Of course they are an E-commerce giant, and yes they bought Whole Foods- but the firm is really much more than that. A division that is firmly overlooked in the market is AWS (Amazon Web Services). AWS is extremely important because it controls 42% of the total cloud computing marketplace.

I can’t give names, but I do know firms that have Microsoft funding (and Microsoft has an extensive cloud network) and still insist on hosting their sites on Amazon cloud servers. Why is this?

Amazon is unique in the sense that they get tremendous amounts of traffic during the holiday season. As a result, they have to gear up each year in the fall and stack servers upon servers to handle the uptick in traffic. So while companies such as Google may get more traffic year-round, Amazon gets more in a short, quantified season. They need a tremendous amount of storage room to accommodate all of the extra customers during the holidays, but this also presents a unique opportunity.

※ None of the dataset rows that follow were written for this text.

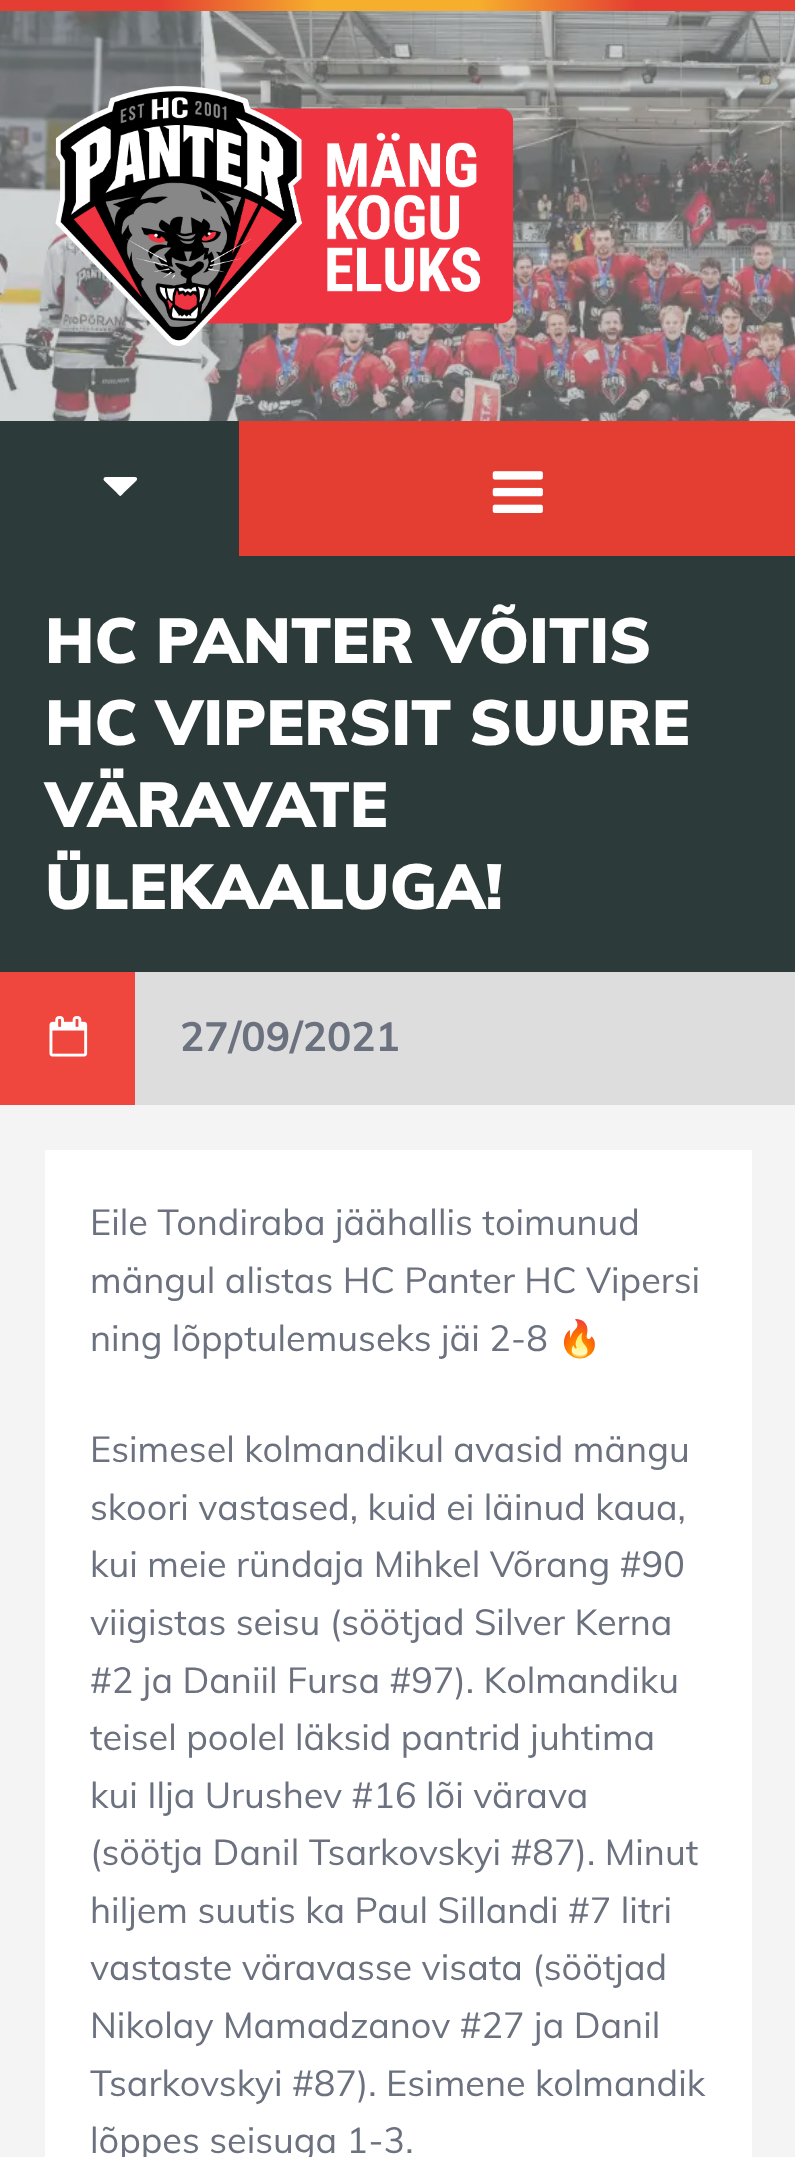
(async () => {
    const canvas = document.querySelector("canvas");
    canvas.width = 795;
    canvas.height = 2157;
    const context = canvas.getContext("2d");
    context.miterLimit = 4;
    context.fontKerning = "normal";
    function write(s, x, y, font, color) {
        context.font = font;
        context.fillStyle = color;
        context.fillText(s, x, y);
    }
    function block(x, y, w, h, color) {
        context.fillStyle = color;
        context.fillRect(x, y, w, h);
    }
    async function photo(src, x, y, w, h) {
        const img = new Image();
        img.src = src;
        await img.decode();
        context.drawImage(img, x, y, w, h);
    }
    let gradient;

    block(0, 0, 795, 2157, "rgb(244, 244, 244)");
    gradient = context.createLinearGradient(0, 5.6, 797, 5.6);
    gradient.addColorStop(0, "rgb(228, 61, 50)");
    gradient.addColorStop(0.2, "rgb(228, 61, 50)");
    gradient.addColorStop(0.4, "rgb(246, 174, 45)");
    gradient.addColorStop(0.6, "rgb(246, 174, 45)");
    gradient.addColorStop(0.8, "rgb(228, 61, 50)");
    gradient.addColorStop(1, "rgb(228, 61, 50)");
    context.fillStyle = gradient;
    context.fillRect(0, 0, 795, 11);
    await photo("media/1.png", 0, 11, 795, 410);
    await photo("media/2.png", 55, 86, 459, 260);
    block(0, 421, 239, 135, "rgb(45, 58, 58)");
    context.fillStyle = "rgb(255, 255, 255)";
    context.beginPath();
    context.moveTo(136.5, 477.5);
    context.bezierCurveTo(138.5, 479.5, 135, 482, 134, 483);
    context.lineTo(124, 492.5);
    context.bezierCurveTo(120, 497, 120.5, 497, 116.5, 492.5);
    context.lineTo(104, 480.5);
    context.bezierCurveTo(103, 479.5, 103.5, 477, 105.5, 477);
    context.lineTo(135, 477);
    context.closePath();
    context.fill();
    block(239, 421, 556, 135, "rgb(228, 61, 50)");
    await photo("media/3.png", 492, 471, 51, 42);
    block(0, 556, 795, 416, "rgb(45, 58, 58)");
    write("HC PANTER VÕITIS", 45, 663, "900 63px Muli", "rgb(255, 255, 255)");
    write("HC VIPERSIT SUURE", 45, 745, "900 63px Muli", "rgb(255, 255, 255)");
    write("VÄRAVATE", 45, 827, "900 63px Muli", "rgb(255, 255, 255)");
    write("ÜLEKAALUGA!", 45, 909, "900 63px Muli", "rgb(255, 255, 255)");
    block(135, 972, 660, 133, "rgb(221, 221, 221)");
    block(0, 972, 135, 133, "rgb(239, 70, 62)");
    await photo("media/4.png", 49, 1016, 39, 41);
    write("27/09/2021", 180, 1051, "bold 40.5px Muli", "rgb(107, 113, 126)");
    block(45, 1150, 707, 1007, "rgb(255, 255, 255)");
    write("Eile Tondiraba jäähallis toimunud", 90, 1235, "36px Muli", "rgb(107, 113, 126)");
    write("mängul alistas HC Panter HC Vipersi", 90, 1293, "36px Muli", "rgb(107, 113, 126)");
    write("ning lõpptulemuseks jäi 2-8", 90, 1351, "36px Muli", "rgb(107, 113, 126)");
    write("🔥", 557, 1351, "36px Noto Color Emoji", "rgb(107, 113, 126)");
    write("Esimesel kolmandikul avasid mängu", 90, 1462, "36px Muli", "rgb(107, 113, 126)");
    write("skoori vastased, kuid ei läinud kaua,", 90, 1520, "36px Muli", "rgb(107, 113, 126)");
    write("kui meie ründaja Mihkel Võrang #90", 90, 1577, "36px Muli", "rgb(107, 113, 126)");
    write("viigistas seisu (söötjad Silver Kerna", 90, 1635, "36px Muli", "rgb(107, 113, 126)");
    write("#2 ja Daniil Fursa #97). Kolmandiku", 90, 1693, "36px Muli", "rgb(107, 113, 126)");
    write("teisel poolel läksid pantrid juhtima", 90, 1750, "36px Muli", "rgb(107, 113, 126)");
    write("kui Ilja Urushev #16 lõi värava", 90, 1808, "36px Muli", "rgb(107, 113, 126)");
    write("(söötja Danil Tsarkovskyi #87). Minut", 90, 1865, "36px Muli", "rgb(107, 113, 126)");
    write("hiljem suutis ka Paul Sillandi #7 litri", 90, 1923, "36px Muli", "rgb(107, 113, 126)");
    write("vastaste väravasse visata (söötjad", 90, 1980, "36px Muli", "rgb(107, 113, 126)");
    write("Nikolay Mamadzanov #27 ja Danil", 90, 2038, "36px Muli", "rgb(107, 113, 126)");
    write("Tsarkovskyi #87). Esimene kolmandik", 90, 2096, "36px Muli", "rgb(107, 113, 126)");
    write("lõppes seisuga 1-3.", 90, 2153, "36px Muli", "rgb(107, 113, 126)");
})();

While Google or Facebook only buy the server space they need (as per logic), Amazon needs more room for only a small portion of the year. As a result, they have all this extra server space which can be applied to the cloud. After the holiday season, it becomes useless to them, and they can sell this infrastructure at a steep discount. This is why AWS dominates the cloud world, because they can offer more streamlined and efficient cloud-based storage at a tremendous discount to the field. It is truly amazing that Amazon essentially owns almost half the cloud, and the average investor doesn’t even know it!

But this is only a microcosm of the totality that is Amazon. From purchasing Whole Foods to their core business to Amazon Web Services, they are the true manifestation of multifariousness. And for that reason as an investor in their stock, the upside potential is tremendous and on the downside, if an apocalyptic situation happens, they are diverse enough to endure blows.

Wise investors will say there is no such thing as tremendous upside without exponential risk. I don’t know if I’ve been spoon-fed media that has fried my brain, but I can’t really see a downside from this mountain of cash I’m sitting on!